Problem statement:
Repeat, exactly and completely, the entries shown underneath.

━━ Data listing

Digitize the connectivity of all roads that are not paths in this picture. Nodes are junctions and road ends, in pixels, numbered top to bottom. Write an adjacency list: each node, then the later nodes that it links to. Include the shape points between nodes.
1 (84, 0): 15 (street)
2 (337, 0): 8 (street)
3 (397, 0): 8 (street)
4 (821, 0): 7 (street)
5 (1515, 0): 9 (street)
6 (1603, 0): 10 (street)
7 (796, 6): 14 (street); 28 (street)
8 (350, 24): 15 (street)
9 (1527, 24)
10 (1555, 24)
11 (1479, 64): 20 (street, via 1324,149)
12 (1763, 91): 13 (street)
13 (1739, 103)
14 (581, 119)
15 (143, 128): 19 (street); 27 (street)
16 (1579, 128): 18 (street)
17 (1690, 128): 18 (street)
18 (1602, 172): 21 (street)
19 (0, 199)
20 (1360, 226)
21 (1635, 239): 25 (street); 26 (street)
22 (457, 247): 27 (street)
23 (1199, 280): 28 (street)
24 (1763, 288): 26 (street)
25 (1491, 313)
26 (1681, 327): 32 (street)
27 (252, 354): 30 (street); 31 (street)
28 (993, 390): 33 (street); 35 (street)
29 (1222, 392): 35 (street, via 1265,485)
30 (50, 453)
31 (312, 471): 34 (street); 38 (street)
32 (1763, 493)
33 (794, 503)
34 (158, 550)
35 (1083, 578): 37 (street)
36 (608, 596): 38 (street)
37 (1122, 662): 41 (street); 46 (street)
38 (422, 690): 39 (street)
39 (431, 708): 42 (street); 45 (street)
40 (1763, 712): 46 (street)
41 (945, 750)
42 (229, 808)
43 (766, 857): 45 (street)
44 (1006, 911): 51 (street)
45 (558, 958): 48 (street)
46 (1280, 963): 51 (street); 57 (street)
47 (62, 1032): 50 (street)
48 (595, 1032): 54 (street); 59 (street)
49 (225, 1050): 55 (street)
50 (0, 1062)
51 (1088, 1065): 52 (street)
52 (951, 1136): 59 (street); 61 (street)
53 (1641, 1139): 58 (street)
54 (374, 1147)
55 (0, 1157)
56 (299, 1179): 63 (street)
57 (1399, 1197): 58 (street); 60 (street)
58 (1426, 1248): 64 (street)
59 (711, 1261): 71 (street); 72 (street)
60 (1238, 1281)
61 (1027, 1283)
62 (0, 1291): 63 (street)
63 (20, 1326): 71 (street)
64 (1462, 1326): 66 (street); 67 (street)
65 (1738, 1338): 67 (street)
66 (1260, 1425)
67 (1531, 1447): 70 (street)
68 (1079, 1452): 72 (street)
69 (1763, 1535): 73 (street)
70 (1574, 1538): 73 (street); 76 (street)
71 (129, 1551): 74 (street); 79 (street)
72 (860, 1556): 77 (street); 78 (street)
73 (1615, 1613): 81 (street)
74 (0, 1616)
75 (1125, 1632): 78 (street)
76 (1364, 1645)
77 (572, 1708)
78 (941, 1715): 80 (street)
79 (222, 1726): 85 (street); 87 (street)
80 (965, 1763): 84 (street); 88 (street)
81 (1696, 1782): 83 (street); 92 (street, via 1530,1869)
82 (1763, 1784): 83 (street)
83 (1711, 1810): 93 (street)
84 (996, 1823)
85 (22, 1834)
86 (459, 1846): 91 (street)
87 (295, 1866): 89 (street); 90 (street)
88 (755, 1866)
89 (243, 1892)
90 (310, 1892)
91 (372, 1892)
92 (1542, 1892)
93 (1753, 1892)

━━━━

Result of the task:
Digitize the connectivity of all roads that are not paths in this picture. Nodes are junctions and road ends, in pixels, numbered top to bottom. Write an adjacency list: each node, then the later nodes that it links to. Include the shape points between nodes.
1 (84, 0): 15 (street)
2 (337, 0): 8 (street)
3 (397, 0): 8 (street)
4 (821, 0): 7 (street)
5 (1515, 0): 9 (street)
6 (1603, 0): 10 (street)
7 (796, 6): 14 (street); 28 (street)
8 (350, 24): 15 (street)
9 (1527, 24)
10 (1555, 24)
11 (1479, 64): 20 (street, via 1324,149)
12 (1763, 91): 13 (street)
13 (1739, 103)
14 (581, 119)
15 (143, 128): 19 (street); 27 (street)
16 (1579, 128): 18 (street)
17 (1690, 128): 18 (street)
18 (1602, 172): 21 (street)
19 (0, 199)
20 (1360, 226)
21 (1635, 239): 25 (street); 26 (street)
22 (457, 247): 27 (street)
23 (1199, 280): 28 (street)
24 (1763, 288): 26 (street)
25 (1491, 313)
26 (1681, 327): 32 (street)
27 (252, 354): 30 (street); 31 (street)
28 (993, 390): 33 (street); 35 (street)
29 (1222, 392): 35 (street, via 1265,485)
30 (50, 453)
31 (312, 471): 34 (street); 38 (street)
32 (1763, 493)
33 (794, 503)
34 (158, 550)
35 (1083, 578): 37 (street)
36 (608, 596): 38 (street)
37 (1122, 662): 41 (street); 46 (street)
38 (422, 690): 39 (street)
39 (431, 708): 42 (street); 45 (street)
40 (1763, 712): 46 (street)
41 (945, 750)
42 (229, 808)
43 (766, 857): 45 (street)
44 (1006, 911): 51 (street)
45 (558, 958): 48 (street)
46 (1280, 963): 51 (street); 57 (street)
47 (62, 1032): 50 (street)
48 (595, 1032): 54 (street); 59 (street)
49 (225, 1050): 55 (street)
50 (0, 1062)
51 (1088, 1065): 52 (street)
52 (951, 1136): 59 (street); 61 (street)
53 (1641, 1139): 58 (street)
54 (374, 1147)
55 (0, 1157)
56 (299, 1179): 63 (street)
57 (1399, 1197): 58 (street); 60 (street)
58 (1426, 1248): 64 (street)
59 (711, 1261): 71 (street); 72 (street)
60 (1238, 1281)
61 (1027, 1283)
62 (0, 1291): 63 (street)
63 (20, 1326): 71 (street)
64 (1462, 1326): 66 (street); 67 (street)
65 (1738, 1338): 67 (street)
66 (1260, 1425)
67 (1531, 1447): 70 (street)
68 (1079, 1452): 72 (street)
69 (1763, 1535): 73 (street)
70 (1574, 1538): 73 (street); 76 (street)
71 (129, 1551): 74 (street); 79 (street)
72 (860, 1556): 77 (street); 78 (street)
73 (1615, 1613): 81 (street)
74 (0, 1616)
75 (1125, 1632): 78 (street)
76 (1364, 1645)
77 (572, 1708)
78 (941, 1715): 80 (street)
79 (222, 1726): 85 (street); 87 (street)
80 (965, 1763): 84 (street); 88 (street)
81 (1696, 1782): 83 (street); 92 (street, via 1530,1869)
82 (1763, 1784): 83 (street)
83 (1711, 1810): 93 (street)
84 (996, 1823)
85 (22, 1834)
86 (459, 1846): 91 (street)
87 (295, 1866): 89 (street); 90 (street)
88 (755, 1866)
89 (243, 1892)
90 (310, 1892)
91 (372, 1892)
92 (1542, 1892)
93 (1753, 1892)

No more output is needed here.